Morte no futebol ou na vida real?
Na poltrona, vendo TV, fomos surpreendidos pela trágica morte do zagueiro Serginho, do São Caetano. O trágico e inesperado atingiu-nos de formas distintas, o que me inspirou a, a partir do fato, formular algumas questões que julgo merecedoras de um pouquinho de atenção.
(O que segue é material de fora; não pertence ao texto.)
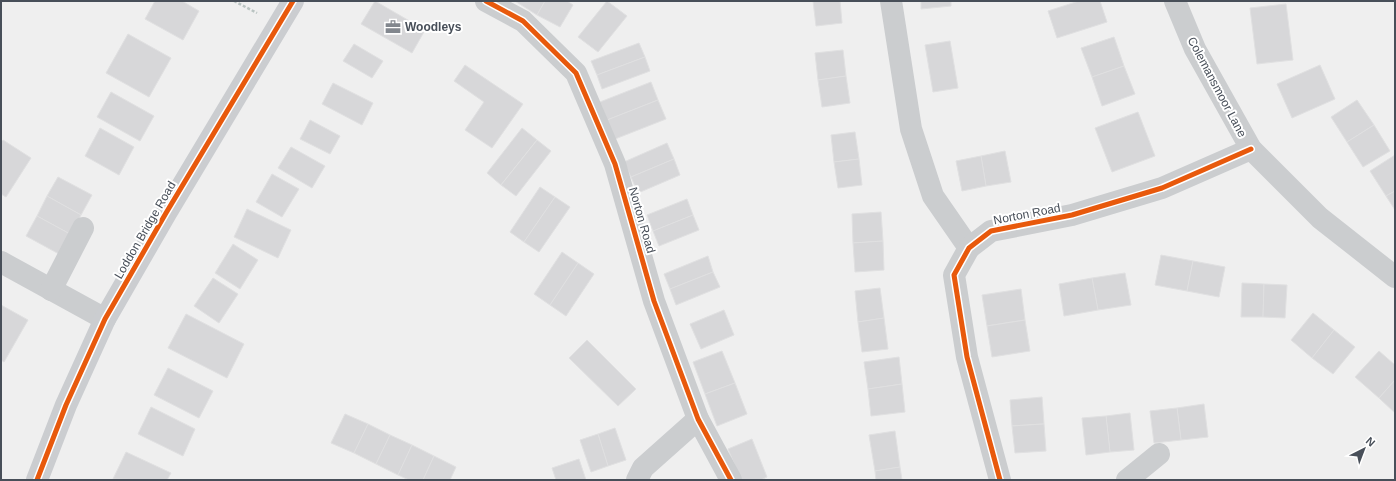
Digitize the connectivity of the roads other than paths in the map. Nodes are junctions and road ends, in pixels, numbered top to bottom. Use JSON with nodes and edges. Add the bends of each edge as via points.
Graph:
{"nodes":[{"id":1,"x":293,"y":1,"type":"edge"},
{"id":2,"x":486,"y":1,"type":"edge"},
{"id":3,"x":891,"y":1,"type":"edge"},
{"id":4,"x":1175,"y":1,"type":"edge"},
{"id":5,"x":1251,"y":149,"type":"junction"},
{"id":6,"x":83,"y":228,"type":"dead end"},
{"id":7,"x":969,"y":248,"type":"junction"},
{"id":8,"x":1,"y":262,"type":"edge"},
{"id":9,"x":1395,"y":277,"type":"edge"},
{"id":10,"x":51,"y":290,"type":"junction"},
{"id":11,"x":105,"y":320,"type":"junction"},
{"id":12,"x":698,"y":419,"type":"junction"},
{"id":13,"x":1159,"y":454,"type":"dead end"},
{"id":14,"x":37,"y":480,"type":"edge"},
{"id":15,"x":637,"y":480,"type":"edge"},
{"id":16,"x":731,"y":480,"type":"edge"},
{"id":17,"x":1000,"y":480,"type":"edge"},
{"id":18,"x":1127,"y":480,"type":"edge"}],
"edges":[{"from":1,"to":11,"type":"street","name":"Loddon Bridge Road"},
{"from":2,"to":12,"type":"street","name":"Norton Road","via":[[523,21],[576,73],[615,164],[654,301]]},
{"from":3,"to":7,"type":"street","via":[[911,129],[933,196]]},
{"from":4,"to":5,"type":"street","name":"Colemansmoor Lane","via":[[1195,49]]},
{"from":5,"to":7,"type":"street","name":"Norton Road","via":[[1162,188],[1072,215],[991,231]]},
{"from":5,"to":9,"type":"street","name":"Colemansmoor Lane","via":[[1320,218]]},
{"from":6,"to":10,"type":"street"},
{"from":7,"to":17,"type":"street","name":"Norton Road","via":[[954,275],[967,357]]},
{"from":8,"to":10,"type":"street"},
{"from":10,"to":11,"type":"street"},
{"from":11,"to":14,"type":"street","name":"Loddon Bridge Road","via":[[66,405]]},
{"from":12,"to":15,"type":"street","via":[[642,468]]},
{"from":12,"to":16,"type":"street","name":"Norton Road"},
{"from":13,"to":18,"type":"street"}]}
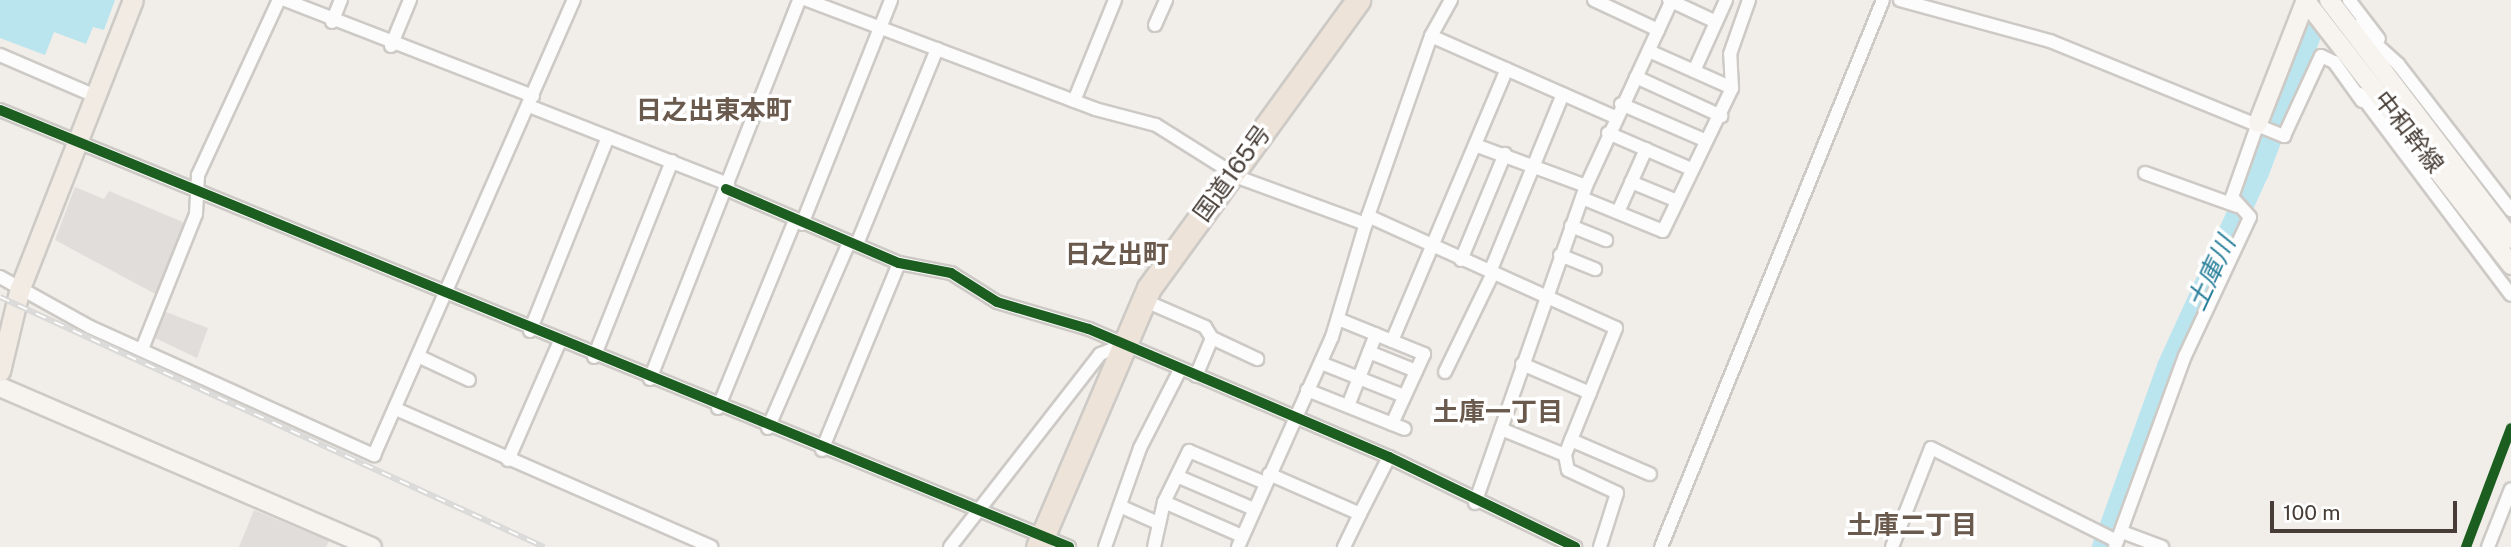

Escrevo para aqueles que acompanharam o acontecido em tempo real pela tela da TV. Para começar, é importante fazer um distinção entre assistir ao jogo pela TV ou no estádio. Na segunda opção,temos a sensação de estar participando de um evento esportivo, importante manifestação cultural do povo brasileiro. Mas quanto disto se perde quando assistimos pela TV? Sim, pois desta maneira diminuem os gritos da torcida, substituídos em parte pelos comentários da equipe da televisão, que ora tentam nos guiar para um ponto de vista específico, ora anunciam outras atrações da emissora. Até nosso olhar agora é restrito pelo ângulo escolhido pela câmera, o ponto de vista da televisão. Embora com estas restrições, em casa, no conforto, mais sós do que no estádio, sentimo-nos algumas vezes melhor. Pois estamos longe da briga de torcidas, do trajeto eventualmente conturbado até o local do jogo, livre da ameaça dos arrastões que atingem aqueles que saem ou chegam para o evento. Conclusão: sem os perigos do trajeto, sem a vibração das pessoas em volta e com o olhar restrito pelo ângulo que o cameraman quer nos mostrar, estamos mais passivos do que nunca. Na tv, futebol é isto: entretenimento puro, porque nos leva para um mundo novo, irreal. Toda violência, guerra ou caos é substituído por uma partida. Existe a violência, mas não nos atinge porque não estamos em campo. Não é ameaçadora como uma bala perdida. Estamos a salvo. Um mundo irreal ou tão real quanto uma novela. Até que surge um episódio como o do zagueiro Serginho.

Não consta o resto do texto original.